Une escale, pas un hasard

Ichkeul et les sebkhas voisines offrent ce que l'oiseau cherche : des eaux peu profondes, saumâtres, riches en invertébrés. Le flamant filtre la vase la tête à l'envers, et c'est de ce régime qu'il tire sa couleur — les pigments des petits crustacés dont il se nourrit.

Le niveau et la salinité de l'eau font toute la différence. Une année trop sèche, ou une arrivée d'eau douce mal maîtrisée, et la ressource alimentaire s'effondre : les oiseaux passent sans s'arrêter.

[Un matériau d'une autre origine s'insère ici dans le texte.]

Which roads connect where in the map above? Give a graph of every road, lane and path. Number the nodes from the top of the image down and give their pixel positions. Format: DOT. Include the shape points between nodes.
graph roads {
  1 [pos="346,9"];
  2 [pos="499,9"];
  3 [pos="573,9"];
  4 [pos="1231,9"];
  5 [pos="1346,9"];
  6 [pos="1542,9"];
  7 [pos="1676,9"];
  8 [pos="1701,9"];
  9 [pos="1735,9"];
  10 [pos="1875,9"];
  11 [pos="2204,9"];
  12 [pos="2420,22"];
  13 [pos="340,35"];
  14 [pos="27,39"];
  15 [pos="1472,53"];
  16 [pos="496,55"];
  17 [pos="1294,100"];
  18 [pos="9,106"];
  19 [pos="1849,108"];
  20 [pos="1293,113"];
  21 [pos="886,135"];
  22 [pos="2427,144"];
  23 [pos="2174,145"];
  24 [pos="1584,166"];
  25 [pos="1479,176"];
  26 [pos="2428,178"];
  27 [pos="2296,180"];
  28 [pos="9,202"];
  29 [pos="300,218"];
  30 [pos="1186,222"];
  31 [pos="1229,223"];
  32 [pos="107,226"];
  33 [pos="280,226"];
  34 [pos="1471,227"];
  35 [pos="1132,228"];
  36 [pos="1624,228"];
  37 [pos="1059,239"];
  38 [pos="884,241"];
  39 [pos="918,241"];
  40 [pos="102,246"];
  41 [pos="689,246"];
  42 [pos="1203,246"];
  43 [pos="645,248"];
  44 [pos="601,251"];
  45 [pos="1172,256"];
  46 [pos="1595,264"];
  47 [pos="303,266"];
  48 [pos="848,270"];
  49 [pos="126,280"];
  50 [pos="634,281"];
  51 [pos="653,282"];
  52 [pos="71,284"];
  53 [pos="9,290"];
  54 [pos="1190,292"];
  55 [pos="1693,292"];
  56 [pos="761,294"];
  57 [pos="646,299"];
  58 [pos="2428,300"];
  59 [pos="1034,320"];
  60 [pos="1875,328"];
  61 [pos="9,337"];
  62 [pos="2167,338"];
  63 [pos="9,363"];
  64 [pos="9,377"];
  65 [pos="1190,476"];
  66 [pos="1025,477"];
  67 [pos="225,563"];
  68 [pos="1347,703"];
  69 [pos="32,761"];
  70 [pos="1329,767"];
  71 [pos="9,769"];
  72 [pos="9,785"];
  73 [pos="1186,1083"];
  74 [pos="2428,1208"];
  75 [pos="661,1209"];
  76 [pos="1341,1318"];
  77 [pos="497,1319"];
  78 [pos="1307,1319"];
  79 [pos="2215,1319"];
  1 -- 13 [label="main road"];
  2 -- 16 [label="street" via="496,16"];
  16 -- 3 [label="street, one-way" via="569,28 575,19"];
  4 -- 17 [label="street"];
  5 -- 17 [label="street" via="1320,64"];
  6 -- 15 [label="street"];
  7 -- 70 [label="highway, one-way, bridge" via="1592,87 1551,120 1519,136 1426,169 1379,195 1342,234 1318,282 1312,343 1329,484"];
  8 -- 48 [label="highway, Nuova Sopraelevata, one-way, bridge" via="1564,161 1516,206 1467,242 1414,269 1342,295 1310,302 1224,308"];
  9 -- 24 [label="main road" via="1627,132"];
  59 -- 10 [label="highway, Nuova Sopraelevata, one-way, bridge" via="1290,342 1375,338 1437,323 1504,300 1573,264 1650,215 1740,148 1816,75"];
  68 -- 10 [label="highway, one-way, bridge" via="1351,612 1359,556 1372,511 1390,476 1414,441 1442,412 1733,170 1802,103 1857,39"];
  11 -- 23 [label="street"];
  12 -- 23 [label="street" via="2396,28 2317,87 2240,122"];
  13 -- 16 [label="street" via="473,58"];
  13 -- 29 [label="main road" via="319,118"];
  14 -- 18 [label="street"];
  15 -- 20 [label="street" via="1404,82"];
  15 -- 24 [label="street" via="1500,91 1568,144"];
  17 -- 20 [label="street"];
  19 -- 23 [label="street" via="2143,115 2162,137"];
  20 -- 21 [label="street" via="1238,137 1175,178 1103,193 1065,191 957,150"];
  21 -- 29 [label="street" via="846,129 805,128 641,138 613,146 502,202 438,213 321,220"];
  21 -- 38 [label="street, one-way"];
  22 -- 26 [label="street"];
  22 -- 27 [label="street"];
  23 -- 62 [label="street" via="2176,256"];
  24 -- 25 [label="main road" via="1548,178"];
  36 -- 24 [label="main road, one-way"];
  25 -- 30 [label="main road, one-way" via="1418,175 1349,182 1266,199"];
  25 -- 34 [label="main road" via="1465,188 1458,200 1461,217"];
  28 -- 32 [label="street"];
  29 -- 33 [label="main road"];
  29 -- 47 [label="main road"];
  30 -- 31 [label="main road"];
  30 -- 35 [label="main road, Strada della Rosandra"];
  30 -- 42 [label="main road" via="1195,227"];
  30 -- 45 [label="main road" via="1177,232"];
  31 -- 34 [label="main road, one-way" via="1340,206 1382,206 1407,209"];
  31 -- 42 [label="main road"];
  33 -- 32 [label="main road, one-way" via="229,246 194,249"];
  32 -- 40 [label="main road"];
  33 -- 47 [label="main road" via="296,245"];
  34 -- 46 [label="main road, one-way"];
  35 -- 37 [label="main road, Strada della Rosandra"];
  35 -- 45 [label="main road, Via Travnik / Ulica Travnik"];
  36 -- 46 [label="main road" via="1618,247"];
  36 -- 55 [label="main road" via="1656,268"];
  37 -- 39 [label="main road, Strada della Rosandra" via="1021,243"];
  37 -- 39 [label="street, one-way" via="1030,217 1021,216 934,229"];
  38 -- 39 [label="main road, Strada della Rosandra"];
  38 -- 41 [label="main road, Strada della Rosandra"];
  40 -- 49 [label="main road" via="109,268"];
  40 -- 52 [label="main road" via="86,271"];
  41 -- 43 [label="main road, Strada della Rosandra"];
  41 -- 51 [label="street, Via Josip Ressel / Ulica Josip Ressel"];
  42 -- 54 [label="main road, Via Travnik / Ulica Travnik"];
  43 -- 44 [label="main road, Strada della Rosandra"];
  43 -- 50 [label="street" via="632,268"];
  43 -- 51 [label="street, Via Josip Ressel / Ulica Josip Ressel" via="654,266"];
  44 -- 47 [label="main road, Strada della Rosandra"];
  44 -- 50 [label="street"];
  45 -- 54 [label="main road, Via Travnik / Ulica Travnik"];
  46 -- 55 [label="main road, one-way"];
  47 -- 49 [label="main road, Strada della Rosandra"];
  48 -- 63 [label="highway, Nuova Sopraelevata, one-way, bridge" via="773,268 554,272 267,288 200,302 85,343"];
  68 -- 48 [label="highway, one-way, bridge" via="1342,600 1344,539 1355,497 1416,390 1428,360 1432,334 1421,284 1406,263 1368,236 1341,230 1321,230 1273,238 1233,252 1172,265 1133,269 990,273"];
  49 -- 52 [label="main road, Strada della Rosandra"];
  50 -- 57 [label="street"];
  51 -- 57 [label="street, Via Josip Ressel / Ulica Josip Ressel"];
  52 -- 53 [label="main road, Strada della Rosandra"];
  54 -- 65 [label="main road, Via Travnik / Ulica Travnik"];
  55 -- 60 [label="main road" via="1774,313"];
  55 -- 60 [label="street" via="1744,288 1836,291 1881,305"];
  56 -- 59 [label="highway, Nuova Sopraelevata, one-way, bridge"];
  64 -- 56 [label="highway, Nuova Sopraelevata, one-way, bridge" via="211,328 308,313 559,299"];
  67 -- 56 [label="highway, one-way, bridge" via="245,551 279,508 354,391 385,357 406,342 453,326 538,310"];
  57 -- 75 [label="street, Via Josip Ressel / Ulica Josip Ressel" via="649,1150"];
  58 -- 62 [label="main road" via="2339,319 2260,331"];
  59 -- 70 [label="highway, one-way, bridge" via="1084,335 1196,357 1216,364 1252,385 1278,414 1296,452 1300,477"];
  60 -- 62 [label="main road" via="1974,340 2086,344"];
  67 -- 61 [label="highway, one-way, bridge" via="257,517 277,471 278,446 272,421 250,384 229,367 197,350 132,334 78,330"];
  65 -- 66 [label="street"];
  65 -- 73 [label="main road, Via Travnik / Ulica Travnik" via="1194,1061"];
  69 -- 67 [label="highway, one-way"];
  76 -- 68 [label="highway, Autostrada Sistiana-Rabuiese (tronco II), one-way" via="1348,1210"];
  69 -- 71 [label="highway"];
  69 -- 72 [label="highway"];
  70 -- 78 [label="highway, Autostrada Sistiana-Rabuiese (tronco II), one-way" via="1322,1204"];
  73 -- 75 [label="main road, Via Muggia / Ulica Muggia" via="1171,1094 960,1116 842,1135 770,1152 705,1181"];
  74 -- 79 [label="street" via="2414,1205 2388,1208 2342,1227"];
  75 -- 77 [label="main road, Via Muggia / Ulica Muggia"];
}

Le flamant ne choisit pas un paysage, il choisit une profondeur d'eau et une salinité — le reste suit.

Un indicateur pour toute la zone humide

Suivre les effectifs d'une saison à l'autre revient donc à mesurer la santé de la zone humide elle-même. Les comptages hivernaux, réalisés chaque année aux mêmes dates, servent de baromètre à l'ensemble du site.

Ichkeul, classé au patrimoine mondial, reste le meilleur endroit du pays pour observer l'espèce. La règle y est simple : rester sur les points d'observation, et ne jamais faire décoller un groupe posé — chaque envol coûte à l'oiseau l'énergie qu'il est venu chercher.